(Problem requirements): State the number of lines in the material below that hold "Venkatramana", and add nothing to it.
▬▬▬▬▬▬
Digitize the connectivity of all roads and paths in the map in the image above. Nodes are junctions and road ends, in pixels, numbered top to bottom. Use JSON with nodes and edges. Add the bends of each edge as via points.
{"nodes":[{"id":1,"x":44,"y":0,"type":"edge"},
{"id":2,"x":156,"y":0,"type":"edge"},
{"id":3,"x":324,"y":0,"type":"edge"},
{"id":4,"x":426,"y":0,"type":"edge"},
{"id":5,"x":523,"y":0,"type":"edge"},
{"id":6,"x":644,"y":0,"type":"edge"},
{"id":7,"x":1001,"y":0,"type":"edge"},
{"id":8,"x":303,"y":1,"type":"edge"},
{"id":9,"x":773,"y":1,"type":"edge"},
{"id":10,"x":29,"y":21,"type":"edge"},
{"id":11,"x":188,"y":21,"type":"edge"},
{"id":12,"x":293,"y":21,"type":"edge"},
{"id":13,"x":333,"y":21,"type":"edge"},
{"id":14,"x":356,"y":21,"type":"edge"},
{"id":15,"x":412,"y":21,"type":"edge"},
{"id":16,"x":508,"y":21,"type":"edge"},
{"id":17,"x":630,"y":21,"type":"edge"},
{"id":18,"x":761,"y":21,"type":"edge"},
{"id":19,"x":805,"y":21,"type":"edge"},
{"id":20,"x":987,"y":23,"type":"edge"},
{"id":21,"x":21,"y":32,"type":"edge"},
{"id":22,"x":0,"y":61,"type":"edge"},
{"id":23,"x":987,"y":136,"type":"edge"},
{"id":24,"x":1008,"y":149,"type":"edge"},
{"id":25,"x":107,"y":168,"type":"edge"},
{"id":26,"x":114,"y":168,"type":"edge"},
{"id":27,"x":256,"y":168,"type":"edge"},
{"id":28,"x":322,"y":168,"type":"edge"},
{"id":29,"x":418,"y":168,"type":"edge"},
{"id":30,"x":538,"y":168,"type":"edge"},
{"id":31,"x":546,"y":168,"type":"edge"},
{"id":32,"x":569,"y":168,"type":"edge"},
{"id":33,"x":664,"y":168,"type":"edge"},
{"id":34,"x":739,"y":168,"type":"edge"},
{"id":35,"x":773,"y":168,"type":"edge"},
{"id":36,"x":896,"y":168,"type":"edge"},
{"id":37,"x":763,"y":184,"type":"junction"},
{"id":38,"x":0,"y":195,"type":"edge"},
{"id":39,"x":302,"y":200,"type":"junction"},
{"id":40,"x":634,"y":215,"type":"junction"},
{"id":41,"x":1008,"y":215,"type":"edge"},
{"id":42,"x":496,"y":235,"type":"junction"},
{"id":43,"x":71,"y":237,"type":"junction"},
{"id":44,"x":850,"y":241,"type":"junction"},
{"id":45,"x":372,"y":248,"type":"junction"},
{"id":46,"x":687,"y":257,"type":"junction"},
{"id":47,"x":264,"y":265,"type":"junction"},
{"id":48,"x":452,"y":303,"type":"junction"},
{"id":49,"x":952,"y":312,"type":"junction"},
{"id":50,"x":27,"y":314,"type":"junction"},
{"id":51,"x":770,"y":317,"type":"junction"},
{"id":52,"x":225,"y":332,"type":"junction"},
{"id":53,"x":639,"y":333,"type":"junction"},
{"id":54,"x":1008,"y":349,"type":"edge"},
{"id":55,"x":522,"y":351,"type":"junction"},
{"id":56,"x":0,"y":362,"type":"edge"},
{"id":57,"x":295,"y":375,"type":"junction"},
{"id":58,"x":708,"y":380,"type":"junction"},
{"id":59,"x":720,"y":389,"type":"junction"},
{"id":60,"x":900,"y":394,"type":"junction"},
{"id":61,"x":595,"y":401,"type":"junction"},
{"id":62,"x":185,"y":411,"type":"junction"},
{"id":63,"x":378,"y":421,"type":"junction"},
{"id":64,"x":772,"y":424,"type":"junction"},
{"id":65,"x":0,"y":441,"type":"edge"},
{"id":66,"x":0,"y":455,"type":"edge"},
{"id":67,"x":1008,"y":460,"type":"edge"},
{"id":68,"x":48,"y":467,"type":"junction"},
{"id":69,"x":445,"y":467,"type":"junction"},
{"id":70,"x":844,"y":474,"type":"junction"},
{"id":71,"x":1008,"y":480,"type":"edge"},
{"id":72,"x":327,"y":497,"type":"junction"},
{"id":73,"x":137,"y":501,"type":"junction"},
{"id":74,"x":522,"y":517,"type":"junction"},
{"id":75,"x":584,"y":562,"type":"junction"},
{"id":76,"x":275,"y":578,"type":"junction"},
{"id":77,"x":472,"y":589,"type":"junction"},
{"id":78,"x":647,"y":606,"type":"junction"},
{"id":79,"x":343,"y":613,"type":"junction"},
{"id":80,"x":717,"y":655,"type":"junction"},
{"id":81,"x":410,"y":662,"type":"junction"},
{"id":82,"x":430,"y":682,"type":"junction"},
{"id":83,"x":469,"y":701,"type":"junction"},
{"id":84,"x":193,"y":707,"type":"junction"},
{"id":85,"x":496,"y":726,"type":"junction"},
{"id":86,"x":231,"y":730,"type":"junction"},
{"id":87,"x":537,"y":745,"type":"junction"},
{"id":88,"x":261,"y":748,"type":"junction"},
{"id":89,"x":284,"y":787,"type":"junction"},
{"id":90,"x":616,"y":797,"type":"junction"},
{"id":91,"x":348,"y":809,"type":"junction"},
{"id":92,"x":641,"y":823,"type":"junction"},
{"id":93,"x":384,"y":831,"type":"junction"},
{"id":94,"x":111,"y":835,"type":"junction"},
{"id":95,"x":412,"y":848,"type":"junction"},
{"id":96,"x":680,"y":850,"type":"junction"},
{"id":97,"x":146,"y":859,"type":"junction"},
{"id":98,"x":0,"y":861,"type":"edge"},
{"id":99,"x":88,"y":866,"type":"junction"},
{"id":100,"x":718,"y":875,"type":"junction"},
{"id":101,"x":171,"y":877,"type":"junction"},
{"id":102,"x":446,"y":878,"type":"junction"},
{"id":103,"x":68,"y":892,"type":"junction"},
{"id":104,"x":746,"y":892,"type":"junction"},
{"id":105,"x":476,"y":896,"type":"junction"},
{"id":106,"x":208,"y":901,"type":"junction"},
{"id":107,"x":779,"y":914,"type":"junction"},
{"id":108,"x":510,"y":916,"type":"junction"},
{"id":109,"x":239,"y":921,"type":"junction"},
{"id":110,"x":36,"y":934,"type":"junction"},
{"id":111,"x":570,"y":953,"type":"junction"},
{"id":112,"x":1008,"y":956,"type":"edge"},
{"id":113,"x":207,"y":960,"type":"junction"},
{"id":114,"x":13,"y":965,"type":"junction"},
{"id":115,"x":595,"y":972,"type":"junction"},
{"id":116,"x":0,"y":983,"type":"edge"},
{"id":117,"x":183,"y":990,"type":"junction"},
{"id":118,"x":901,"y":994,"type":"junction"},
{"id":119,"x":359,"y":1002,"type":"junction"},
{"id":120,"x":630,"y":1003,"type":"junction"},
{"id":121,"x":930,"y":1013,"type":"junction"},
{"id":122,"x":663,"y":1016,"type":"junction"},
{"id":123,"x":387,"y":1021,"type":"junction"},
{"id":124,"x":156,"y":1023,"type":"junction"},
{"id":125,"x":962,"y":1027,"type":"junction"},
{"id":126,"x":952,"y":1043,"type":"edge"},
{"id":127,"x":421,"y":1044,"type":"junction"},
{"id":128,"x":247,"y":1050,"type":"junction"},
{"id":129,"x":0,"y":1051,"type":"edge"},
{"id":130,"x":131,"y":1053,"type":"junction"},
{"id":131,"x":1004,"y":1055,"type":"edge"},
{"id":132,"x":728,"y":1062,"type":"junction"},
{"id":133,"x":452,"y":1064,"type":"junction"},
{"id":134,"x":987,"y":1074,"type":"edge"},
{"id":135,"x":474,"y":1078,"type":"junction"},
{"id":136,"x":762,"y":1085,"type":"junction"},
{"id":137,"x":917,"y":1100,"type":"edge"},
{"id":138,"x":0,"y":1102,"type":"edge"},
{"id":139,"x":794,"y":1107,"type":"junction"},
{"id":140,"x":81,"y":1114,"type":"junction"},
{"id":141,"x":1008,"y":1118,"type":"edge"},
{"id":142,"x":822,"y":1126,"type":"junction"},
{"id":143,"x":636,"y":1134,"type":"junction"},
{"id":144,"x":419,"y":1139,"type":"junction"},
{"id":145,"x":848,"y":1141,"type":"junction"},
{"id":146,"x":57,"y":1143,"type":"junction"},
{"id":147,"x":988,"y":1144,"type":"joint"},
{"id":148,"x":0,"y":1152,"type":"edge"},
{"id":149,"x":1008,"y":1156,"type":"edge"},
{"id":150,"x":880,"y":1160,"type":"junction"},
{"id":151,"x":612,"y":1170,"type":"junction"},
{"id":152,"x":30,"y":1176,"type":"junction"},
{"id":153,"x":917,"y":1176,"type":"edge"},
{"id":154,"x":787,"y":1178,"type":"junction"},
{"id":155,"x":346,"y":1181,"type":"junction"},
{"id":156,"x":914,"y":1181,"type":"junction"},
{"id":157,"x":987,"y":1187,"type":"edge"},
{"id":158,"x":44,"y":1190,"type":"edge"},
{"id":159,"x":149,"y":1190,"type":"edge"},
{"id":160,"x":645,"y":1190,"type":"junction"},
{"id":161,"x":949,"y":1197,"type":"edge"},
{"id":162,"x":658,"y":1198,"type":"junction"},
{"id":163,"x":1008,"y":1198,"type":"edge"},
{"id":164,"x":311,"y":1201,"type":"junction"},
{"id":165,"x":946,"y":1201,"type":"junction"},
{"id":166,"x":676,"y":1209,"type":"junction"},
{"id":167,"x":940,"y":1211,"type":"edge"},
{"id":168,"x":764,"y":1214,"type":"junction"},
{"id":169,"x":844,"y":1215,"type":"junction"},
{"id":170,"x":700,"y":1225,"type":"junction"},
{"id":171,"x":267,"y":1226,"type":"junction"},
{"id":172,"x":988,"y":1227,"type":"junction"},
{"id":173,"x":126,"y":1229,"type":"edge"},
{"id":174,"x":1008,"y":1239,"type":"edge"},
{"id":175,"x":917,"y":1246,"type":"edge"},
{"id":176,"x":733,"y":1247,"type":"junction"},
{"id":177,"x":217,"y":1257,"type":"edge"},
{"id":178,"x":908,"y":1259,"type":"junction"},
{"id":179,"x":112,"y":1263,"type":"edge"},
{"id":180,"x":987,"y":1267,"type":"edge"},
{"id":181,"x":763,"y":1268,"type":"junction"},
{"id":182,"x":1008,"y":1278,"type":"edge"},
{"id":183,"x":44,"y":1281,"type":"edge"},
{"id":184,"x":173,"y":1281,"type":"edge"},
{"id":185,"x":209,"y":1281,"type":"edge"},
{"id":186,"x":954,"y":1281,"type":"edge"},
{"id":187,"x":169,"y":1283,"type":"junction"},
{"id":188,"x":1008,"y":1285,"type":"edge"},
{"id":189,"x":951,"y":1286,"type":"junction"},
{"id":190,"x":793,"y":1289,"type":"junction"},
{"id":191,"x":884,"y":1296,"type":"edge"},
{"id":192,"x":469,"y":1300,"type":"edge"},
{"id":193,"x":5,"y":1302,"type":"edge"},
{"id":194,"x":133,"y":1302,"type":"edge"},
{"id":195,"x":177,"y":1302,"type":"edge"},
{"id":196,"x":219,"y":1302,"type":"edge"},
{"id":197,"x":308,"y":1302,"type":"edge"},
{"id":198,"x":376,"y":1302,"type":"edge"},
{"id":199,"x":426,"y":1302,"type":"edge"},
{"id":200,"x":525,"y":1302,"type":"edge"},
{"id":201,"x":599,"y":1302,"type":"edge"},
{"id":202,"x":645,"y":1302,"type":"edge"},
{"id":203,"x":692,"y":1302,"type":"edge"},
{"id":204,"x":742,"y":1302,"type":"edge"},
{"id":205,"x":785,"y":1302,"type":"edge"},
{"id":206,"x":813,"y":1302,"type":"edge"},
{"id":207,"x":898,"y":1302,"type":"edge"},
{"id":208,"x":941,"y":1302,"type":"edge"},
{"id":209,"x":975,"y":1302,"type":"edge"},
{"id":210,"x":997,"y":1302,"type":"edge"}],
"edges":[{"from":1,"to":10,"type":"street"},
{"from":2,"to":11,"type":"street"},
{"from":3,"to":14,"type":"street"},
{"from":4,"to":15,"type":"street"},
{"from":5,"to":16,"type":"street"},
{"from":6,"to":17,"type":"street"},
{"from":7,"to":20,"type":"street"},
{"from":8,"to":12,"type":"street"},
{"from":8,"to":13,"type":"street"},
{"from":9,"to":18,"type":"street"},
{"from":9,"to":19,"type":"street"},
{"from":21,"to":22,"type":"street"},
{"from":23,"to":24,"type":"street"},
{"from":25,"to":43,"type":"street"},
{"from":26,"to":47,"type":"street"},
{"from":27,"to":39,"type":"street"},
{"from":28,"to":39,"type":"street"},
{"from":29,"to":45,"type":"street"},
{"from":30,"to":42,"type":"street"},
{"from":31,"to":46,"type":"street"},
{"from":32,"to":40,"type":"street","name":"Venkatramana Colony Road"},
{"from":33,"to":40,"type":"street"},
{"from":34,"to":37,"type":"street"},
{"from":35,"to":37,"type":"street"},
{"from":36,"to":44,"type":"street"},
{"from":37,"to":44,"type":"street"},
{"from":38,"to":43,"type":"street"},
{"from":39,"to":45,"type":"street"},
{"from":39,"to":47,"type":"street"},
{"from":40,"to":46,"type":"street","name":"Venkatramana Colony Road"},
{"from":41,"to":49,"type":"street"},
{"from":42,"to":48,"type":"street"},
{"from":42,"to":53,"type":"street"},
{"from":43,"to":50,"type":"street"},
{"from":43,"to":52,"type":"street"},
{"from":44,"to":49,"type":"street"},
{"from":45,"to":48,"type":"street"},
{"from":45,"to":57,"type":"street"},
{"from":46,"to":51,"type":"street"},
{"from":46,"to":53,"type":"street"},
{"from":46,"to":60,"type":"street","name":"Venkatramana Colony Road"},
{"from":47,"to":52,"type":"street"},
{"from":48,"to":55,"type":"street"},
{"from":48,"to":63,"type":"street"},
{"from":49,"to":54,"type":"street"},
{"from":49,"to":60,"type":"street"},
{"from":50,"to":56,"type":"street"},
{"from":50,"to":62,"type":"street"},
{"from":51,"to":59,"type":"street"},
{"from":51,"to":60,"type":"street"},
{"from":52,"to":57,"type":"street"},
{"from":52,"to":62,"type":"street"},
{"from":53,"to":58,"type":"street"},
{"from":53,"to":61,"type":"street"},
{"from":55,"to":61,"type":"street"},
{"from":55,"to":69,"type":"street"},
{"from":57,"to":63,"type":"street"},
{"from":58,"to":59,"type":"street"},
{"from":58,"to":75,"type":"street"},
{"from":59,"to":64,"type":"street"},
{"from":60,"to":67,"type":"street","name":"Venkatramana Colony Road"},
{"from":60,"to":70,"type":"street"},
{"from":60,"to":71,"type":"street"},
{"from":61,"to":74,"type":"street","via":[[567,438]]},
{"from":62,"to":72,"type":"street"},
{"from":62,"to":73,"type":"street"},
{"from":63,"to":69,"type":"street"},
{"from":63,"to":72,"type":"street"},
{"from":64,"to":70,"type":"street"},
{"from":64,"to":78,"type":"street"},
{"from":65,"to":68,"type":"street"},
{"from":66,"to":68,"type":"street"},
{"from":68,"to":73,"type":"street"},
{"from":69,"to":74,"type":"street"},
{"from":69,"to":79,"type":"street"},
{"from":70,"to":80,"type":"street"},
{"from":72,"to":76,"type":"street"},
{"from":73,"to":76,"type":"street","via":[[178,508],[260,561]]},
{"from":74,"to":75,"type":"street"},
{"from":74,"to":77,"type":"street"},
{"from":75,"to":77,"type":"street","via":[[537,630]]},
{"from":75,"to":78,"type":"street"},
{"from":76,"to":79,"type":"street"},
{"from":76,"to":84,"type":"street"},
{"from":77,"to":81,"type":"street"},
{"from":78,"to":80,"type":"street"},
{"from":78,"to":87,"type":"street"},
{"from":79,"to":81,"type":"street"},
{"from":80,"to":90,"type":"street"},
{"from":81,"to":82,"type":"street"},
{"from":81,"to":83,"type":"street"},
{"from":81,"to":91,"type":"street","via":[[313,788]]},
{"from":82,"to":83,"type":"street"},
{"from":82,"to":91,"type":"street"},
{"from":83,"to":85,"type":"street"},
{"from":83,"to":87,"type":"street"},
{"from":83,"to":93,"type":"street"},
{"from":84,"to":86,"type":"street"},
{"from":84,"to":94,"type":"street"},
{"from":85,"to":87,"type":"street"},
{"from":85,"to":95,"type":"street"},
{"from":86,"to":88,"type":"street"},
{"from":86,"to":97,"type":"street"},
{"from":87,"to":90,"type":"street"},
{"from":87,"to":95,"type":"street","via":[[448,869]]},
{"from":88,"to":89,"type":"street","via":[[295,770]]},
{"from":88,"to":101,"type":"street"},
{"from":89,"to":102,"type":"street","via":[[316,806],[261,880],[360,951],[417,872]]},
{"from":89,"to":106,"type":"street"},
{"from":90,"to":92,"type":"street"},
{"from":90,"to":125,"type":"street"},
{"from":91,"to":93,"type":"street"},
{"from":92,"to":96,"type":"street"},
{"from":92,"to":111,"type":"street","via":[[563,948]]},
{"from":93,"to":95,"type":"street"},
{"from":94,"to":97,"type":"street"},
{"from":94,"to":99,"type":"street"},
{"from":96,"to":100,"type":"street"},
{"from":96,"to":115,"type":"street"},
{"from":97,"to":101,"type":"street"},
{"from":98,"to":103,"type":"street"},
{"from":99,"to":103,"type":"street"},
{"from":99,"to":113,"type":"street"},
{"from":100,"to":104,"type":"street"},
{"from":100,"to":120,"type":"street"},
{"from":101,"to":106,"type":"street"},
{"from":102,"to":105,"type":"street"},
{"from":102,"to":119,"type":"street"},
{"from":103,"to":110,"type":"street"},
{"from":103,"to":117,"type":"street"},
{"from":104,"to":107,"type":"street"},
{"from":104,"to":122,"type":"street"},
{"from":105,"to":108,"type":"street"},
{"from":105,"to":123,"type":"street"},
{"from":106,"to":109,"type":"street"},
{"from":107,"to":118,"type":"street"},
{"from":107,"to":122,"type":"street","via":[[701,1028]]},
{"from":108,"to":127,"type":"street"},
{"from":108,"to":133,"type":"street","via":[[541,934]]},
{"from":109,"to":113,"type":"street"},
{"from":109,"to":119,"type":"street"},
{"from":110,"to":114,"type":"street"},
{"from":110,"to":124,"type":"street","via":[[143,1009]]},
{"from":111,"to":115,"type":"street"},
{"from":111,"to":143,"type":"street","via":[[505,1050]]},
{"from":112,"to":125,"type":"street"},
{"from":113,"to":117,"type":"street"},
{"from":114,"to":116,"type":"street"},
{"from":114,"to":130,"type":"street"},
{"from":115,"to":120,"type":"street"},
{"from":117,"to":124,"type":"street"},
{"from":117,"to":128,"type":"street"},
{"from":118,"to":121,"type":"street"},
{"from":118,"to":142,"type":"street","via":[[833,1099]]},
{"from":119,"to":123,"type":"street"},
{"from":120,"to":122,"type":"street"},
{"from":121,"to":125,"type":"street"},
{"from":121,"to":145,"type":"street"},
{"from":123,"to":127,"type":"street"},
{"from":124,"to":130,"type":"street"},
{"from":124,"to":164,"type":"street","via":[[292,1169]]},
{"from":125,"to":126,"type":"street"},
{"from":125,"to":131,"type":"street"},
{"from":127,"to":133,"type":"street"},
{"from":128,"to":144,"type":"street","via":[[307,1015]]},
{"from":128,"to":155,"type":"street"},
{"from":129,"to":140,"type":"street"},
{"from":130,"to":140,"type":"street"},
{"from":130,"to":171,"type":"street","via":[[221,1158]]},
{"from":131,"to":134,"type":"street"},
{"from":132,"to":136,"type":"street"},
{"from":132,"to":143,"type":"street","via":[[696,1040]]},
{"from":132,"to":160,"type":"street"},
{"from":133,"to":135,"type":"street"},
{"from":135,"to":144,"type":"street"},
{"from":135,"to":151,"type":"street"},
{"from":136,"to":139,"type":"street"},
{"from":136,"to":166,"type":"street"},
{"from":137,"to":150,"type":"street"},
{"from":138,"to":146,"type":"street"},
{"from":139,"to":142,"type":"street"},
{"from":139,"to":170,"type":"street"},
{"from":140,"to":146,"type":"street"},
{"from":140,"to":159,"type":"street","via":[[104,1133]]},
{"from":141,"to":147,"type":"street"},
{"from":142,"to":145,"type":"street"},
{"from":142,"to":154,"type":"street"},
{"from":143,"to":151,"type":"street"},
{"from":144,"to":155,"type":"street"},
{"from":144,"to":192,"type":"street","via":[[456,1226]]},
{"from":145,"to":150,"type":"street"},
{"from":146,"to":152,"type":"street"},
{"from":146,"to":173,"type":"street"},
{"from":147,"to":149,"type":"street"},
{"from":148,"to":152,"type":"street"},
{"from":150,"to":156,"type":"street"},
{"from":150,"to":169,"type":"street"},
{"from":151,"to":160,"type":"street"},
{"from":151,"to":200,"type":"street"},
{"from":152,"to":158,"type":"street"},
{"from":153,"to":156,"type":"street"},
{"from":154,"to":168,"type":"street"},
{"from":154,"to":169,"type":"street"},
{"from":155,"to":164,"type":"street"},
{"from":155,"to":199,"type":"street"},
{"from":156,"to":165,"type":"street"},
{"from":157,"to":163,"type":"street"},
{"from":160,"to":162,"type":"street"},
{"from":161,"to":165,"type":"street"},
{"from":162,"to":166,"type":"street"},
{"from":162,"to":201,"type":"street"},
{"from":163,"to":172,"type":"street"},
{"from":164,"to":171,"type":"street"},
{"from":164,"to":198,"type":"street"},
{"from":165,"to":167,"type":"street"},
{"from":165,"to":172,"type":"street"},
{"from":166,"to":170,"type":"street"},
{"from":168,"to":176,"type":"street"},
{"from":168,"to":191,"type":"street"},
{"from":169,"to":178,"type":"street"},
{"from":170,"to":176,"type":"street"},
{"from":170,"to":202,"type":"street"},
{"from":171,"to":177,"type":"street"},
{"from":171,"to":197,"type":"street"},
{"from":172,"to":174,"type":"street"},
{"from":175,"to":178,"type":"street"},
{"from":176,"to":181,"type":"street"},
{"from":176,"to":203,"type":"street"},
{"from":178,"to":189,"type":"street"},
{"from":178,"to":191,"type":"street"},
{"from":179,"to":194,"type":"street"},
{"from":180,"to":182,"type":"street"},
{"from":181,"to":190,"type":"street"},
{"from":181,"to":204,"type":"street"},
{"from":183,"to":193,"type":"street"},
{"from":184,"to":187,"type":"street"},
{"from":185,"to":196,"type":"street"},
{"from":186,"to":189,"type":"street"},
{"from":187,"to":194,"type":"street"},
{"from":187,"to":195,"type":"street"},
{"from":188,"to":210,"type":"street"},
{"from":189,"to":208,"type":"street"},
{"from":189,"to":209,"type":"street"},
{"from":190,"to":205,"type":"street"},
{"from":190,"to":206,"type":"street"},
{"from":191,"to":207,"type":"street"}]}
▬▬▬▬▬▬
(Output for this task): 4